新しく始めた時にはBase内にTシャツを作って販売するサービスが実装されていて、特に別の会社のサービスと連携しなくとも良くなっていた。ただし、Baseのサービスを使って作ると単色のTシャツしか選べなく、別の色のデザインを売ろうとすると、別の商品として扱われるため少し使い勝手が悪かった。

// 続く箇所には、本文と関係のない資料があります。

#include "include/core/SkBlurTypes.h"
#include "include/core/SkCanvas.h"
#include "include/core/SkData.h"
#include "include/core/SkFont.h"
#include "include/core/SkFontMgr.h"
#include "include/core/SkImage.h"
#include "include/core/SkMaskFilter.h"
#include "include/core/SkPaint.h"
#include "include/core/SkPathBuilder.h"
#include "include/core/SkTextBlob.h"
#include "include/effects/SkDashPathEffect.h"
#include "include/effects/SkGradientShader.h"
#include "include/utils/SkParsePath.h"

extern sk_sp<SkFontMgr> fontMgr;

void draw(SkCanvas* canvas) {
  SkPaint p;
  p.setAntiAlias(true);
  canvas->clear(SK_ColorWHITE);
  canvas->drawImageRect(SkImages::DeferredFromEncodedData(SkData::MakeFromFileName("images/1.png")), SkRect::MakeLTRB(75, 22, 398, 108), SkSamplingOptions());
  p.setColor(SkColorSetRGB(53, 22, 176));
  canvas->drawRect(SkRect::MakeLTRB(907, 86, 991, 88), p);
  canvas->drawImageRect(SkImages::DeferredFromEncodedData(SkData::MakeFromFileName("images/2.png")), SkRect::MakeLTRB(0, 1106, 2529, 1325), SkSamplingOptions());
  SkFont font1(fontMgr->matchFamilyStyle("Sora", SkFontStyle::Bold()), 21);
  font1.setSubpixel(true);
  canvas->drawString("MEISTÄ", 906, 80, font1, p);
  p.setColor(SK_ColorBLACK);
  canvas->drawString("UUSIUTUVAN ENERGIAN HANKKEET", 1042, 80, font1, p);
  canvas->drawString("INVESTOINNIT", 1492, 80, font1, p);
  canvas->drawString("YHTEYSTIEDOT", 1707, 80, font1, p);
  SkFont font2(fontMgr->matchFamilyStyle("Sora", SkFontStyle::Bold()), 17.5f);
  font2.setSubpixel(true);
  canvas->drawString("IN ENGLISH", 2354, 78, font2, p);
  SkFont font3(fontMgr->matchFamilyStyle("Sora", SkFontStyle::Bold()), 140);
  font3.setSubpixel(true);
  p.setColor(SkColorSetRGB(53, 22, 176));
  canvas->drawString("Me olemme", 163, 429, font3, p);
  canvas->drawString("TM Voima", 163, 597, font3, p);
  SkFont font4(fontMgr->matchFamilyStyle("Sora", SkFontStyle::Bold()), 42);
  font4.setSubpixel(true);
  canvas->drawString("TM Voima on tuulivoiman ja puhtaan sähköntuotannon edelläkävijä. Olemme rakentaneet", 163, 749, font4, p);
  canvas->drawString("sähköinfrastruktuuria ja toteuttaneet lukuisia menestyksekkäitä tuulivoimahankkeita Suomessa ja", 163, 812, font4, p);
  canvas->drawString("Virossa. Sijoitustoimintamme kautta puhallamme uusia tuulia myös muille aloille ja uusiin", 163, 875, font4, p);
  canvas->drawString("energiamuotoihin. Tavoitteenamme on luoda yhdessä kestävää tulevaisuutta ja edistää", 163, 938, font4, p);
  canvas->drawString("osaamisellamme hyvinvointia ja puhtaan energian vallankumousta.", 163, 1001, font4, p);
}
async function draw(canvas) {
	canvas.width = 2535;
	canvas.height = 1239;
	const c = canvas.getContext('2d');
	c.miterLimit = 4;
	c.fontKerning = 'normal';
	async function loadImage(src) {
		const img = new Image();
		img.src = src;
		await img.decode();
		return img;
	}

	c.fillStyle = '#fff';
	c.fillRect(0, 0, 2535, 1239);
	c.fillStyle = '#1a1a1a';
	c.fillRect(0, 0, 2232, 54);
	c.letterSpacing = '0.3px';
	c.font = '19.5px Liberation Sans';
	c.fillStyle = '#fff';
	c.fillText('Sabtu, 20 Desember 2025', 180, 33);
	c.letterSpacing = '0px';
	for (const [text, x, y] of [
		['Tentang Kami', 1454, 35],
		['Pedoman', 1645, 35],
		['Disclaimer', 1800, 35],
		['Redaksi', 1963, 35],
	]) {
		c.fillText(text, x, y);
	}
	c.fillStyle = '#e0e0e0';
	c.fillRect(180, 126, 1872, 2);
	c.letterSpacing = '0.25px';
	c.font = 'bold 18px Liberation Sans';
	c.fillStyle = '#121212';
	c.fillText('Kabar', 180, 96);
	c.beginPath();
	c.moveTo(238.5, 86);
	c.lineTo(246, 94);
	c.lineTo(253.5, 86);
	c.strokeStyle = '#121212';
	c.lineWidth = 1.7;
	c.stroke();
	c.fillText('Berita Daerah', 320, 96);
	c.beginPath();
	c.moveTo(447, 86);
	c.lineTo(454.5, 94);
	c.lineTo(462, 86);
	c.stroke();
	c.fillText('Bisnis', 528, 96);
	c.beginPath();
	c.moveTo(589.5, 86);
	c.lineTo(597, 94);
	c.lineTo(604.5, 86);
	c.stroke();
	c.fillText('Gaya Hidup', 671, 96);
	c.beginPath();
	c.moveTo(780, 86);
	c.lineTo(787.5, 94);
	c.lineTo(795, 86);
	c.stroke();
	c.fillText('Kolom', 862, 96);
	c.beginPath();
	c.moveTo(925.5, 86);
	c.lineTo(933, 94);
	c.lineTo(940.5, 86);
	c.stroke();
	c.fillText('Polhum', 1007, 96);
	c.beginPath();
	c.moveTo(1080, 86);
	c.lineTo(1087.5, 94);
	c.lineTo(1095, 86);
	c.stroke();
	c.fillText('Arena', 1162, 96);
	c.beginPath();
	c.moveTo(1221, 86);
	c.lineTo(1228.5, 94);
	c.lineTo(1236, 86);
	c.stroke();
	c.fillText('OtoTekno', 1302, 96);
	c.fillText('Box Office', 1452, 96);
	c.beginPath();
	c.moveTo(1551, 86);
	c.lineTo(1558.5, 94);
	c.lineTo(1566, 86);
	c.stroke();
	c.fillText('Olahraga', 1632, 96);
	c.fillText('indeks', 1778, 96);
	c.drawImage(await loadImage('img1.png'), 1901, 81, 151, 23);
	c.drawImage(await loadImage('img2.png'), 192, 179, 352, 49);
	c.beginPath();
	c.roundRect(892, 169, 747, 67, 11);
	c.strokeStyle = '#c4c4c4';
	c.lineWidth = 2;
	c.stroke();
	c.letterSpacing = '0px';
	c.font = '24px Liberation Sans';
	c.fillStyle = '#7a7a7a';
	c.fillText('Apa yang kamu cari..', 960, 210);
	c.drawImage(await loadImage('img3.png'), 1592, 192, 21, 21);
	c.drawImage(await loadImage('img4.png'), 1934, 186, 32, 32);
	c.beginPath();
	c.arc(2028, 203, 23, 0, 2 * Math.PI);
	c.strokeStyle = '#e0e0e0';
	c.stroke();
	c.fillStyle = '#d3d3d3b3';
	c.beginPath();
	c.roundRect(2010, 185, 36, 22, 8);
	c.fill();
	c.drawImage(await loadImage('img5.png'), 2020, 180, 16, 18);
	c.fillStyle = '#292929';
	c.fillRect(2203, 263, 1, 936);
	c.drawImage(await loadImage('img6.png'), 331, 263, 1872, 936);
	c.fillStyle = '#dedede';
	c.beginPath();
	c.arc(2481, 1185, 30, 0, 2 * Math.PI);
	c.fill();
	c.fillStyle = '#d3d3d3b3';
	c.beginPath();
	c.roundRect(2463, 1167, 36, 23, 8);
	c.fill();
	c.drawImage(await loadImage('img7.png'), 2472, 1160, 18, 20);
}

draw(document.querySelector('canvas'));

だったら白いTシャツに絞ってしまえということで、ブランド名自体も「Shirotee」にした。そんな安直な、と思うかもしれないが意外とSEO的にもライバルが少なく、検索で上位に来やすい名前になった。
もちろん他にも同一の名前で活動されている人はいて、最初はそのコンテンツに負けていたが、SEOはなんとか工夫して今では検索すれば一番上に来るようになっている。

ショップを立ち上げてから商品化を進めた。
私の描く絵のジャンルとしては、デジタルアートだけれども油絵っぽいテイストのもの。iPadの画面上に描いたそれらをシンプルにTシャツの前面にあしらったデザインからスタートした。
こんな感じに。

雨の日

結果といえば、まったく売れない。それどころからショップに訪れる人すらいない。ここで初めて気づいたが、店というのは人の目に触れるのが一番大事だということ。実店舗なら道ゆく人の目に触れて集客することもできるが、オンラインショップとなるとそうもいかない。自分でSNSなり口コミなり何なりでとにかく集客しないといけない。

そこでinstagramとTwitterを始めた。
描いた絵を載せたりしてみるが、ちょっといいねがつくくらい。
まるで集客につながらない。
これを育てるのはなかなか簡単なことではないなと思った。

急ぐ必要はないということを知った私はコンテンツの魅力について見直すことにした。今は絵がただプリントされただけのTシャツになっているが、Tシャツになったことによってそこにはさらなる要素が生まれることに気がついた。
絵はキャンパス上に完成された姿そのものだが、Tシャツというのはキャンパスよりもさらに広い。そこに文字を入れることもできるし、配置を工夫することもできるし、組み合わせることも、ブロック状に分割することもできる。

そんなことを思って色々な試行錯誤をした。
こんな感じでブロック状に分割したり、文字を入れたりといった具合だ。

カウアイ島

多少良くなったかなと思ったが、一方で世の中にあるTシャツってどんなデザインだったかなというのも気になった。ネットショッピングサイトで見てみると、僕のように絵を全面に押し出したようなデザインもあるが、意外と多数派ではなかった。ブランドものはたいていブランドロゴだけだったり、ブランド名だけだったりする。絵のジャンルで言えば線画の類が結構多くみつかった。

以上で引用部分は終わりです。